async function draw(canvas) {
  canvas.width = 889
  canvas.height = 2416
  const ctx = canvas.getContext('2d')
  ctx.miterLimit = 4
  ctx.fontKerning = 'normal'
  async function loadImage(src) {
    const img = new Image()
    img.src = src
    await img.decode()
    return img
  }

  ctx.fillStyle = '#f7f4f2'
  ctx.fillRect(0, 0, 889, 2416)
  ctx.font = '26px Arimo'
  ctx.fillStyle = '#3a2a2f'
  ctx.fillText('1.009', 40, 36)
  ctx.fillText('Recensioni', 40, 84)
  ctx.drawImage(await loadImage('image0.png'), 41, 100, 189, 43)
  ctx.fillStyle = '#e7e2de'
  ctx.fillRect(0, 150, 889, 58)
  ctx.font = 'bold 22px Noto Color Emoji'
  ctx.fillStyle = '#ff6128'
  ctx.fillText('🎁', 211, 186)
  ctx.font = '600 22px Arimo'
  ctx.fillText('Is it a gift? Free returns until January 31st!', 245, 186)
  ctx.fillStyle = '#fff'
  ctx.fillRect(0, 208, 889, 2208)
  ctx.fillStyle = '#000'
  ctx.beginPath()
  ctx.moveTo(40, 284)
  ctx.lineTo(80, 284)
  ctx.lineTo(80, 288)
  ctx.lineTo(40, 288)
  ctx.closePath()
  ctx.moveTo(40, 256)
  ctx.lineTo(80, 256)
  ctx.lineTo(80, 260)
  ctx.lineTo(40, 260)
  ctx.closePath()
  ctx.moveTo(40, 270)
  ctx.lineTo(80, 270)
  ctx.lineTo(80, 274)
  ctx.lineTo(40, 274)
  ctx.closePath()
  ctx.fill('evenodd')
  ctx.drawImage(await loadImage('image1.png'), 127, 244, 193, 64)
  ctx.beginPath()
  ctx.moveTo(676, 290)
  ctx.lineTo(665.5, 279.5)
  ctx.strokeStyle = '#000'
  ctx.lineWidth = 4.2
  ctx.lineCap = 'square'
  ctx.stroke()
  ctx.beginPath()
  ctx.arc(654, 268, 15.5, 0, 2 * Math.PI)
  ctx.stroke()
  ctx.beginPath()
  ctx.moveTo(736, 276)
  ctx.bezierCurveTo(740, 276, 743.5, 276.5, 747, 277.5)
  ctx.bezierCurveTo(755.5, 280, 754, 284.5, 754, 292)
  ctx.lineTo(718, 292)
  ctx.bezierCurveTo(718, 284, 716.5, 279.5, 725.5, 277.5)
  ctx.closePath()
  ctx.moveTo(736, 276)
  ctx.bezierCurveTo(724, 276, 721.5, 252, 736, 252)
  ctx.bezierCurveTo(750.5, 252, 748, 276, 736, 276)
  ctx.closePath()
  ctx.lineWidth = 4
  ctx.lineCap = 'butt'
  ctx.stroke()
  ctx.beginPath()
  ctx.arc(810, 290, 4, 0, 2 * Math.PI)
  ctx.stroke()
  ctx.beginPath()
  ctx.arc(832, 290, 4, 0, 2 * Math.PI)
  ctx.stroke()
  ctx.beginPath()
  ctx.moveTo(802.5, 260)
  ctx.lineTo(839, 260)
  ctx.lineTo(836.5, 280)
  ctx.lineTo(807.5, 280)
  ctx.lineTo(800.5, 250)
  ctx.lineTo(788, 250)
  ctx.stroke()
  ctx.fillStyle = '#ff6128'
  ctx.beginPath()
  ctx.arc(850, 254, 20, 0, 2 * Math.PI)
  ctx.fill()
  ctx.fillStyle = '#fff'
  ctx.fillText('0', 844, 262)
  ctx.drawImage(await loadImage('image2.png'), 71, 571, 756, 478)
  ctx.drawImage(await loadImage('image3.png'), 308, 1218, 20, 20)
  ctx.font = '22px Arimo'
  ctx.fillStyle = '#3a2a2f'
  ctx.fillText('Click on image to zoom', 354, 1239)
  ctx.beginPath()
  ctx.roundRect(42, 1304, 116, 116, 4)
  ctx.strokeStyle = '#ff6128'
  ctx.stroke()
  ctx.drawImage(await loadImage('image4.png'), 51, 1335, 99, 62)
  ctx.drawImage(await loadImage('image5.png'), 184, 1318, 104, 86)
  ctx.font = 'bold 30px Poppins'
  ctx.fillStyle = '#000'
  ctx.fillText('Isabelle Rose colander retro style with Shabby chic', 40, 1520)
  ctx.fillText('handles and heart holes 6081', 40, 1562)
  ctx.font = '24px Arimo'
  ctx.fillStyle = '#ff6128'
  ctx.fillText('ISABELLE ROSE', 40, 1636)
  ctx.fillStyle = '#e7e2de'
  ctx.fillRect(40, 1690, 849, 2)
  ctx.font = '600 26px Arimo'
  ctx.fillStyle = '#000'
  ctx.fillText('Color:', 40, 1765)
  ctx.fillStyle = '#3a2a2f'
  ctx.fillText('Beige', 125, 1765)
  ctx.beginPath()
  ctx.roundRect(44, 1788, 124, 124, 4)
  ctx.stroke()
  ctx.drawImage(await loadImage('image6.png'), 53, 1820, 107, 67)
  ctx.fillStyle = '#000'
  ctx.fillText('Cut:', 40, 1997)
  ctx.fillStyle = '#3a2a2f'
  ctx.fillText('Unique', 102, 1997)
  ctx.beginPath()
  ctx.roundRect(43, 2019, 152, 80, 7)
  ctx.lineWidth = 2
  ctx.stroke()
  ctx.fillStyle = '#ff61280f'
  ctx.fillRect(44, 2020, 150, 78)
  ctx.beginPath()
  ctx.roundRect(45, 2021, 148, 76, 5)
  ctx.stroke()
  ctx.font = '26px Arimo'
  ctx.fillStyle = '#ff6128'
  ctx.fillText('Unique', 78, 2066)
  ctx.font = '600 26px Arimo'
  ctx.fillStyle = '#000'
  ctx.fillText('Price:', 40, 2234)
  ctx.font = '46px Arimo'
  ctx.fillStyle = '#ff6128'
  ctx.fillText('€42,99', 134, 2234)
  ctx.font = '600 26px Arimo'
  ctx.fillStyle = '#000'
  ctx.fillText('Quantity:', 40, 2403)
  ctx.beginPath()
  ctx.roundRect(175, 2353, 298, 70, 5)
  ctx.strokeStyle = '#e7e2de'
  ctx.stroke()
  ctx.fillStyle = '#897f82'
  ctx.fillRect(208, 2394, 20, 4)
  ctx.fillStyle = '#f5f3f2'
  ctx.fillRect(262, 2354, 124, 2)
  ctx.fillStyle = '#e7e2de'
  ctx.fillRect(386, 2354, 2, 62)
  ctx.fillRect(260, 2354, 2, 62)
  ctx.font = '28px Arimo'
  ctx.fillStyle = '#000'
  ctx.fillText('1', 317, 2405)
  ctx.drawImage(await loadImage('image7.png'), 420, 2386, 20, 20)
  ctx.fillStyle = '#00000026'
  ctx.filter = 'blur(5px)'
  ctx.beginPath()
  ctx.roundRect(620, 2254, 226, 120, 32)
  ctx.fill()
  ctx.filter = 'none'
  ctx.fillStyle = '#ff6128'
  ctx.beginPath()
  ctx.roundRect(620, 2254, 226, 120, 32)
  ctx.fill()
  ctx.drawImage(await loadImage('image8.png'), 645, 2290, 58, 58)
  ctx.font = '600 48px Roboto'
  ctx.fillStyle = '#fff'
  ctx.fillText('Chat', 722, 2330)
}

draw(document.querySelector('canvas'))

• WORK ORDER: Set down each line of the material verbatim, from the first line through the line that contains "ctx.lineTo(800.5, 250)".

• YOUR SOLUTION:
async function draw(canvas) {
  canvas.width = 889
  canvas.height = 2416
  const ctx = canvas.getContext('2d')
  ctx.miterLimit = 4
  ctx.fontKerning = 'normal'
  async function loadImage(src) {
    const img = new Image()
    img.src = src
    await img.decode()
    return img
  }

  ctx.fillStyle = '#f7f4f2'
  ctx.fillRect(0, 0, 889, 2416)
  ctx.font = '26px Arimo'
  ctx.fillStyle = '#3a2a2f'
  ctx.fillText('1.009', 40, 36)
  ctx.fillText('Recensioni', 40, 84)
  ctx.drawImage(await loadImage('image0.png'), 41, 100, 189, 43)
  ctx.fillStyle = '#e7e2de'
  ctx.fillRect(0, 150, 889, 58)
  ctx.font = 'bold 22px Noto Color Emoji'
  ctx.fillStyle = '#ff6128'
  ctx.fillText('🎁', 211, 186)
  ctx.font = '600 22px Arimo'
  ctx.fillText('Is it a gift? Free returns until January 31st!', 245, 186)
  ctx.fillStyle = '#fff'
  ctx.fillRect(0, 208, 889, 2208)
  ctx.fillStyle = '#000'
  ctx.beginPath()
  ctx.moveTo(40, 284)
  ctx.lineTo(80, 284)
  ctx.lineTo(80, 288)
  ctx.lineTo(40, 288)
  ctx.closePath()
  ctx.moveTo(40, 256)
  ctx.lineTo(80, 256)
  ctx.lineTo(80, 260)
  ctx.lineTo(40, 260)
  ctx.closePath()
  ctx.moveTo(40, 270)
  ctx.lineTo(80, 270)
  ctx.lineTo(80, 274)
  ctx.lineTo(40, 274)
  ctx.closePath()
  ctx.fill('evenodd')
  ctx.drawImage(await loadImage('image1.png'), 127, 244, 193, 64)
  ctx.beginPath()
  ctx.moveTo(676, 290)
  ctx.lineTo(665.5, 279.5)
  ctx.strokeStyle = '#000'
  ctx.lineWidth = 4.2
  ctx.lineCap = 'square'
  ctx.stroke()
  ctx.beginPath()
  ctx.arc(654, 268, 15.5, 0, 2 * Math.PI)
  ctx.stroke()
  ctx.beginPath()
  ctx.moveTo(736, 276)
  ctx.bezierCurveTo(740, 276, 743.5, 276.5, 747, 277.5)
  ctx.bezierCurveTo(755.5, 280, 754, 284.5, 754, 292)
  ctx.lineTo(718, 292)
  ctx.bezierCurveTo(718, 284, 716.5, 279.5, 725.5, 277.5)
  ctx.closePath()
  ctx.moveTo(736, 276)
  ctx.bezierCurveTo(724, 276, 721.5, 252, 736, 252)
  ctx.bezierCurveTo(750.5, 252, 748, 276, 736, 276)
  ctx.closePath()
  ctx.lineWidth = 4
  ctx.lineCap = 'butt'
  ctx.stroke()
  ctx.beginPath()
  ctx.arc(810, 290, 4, 0, 2 * Math.PI)
  ctx.stroke()
  ctx.beginPath()
  ctx.arc(832, 290, 4, 0, 2 * Math.PI)
  ctx.stroke()
  ctx.beginPath()
  ctx.moveTo(802.5, 260)
  ctx.lineTo(839, 260)
  ctx.lineTo(836.5, 280)
  ctx.lineTo(807.5, 280)
  ctx.lineTo(800.5, 250)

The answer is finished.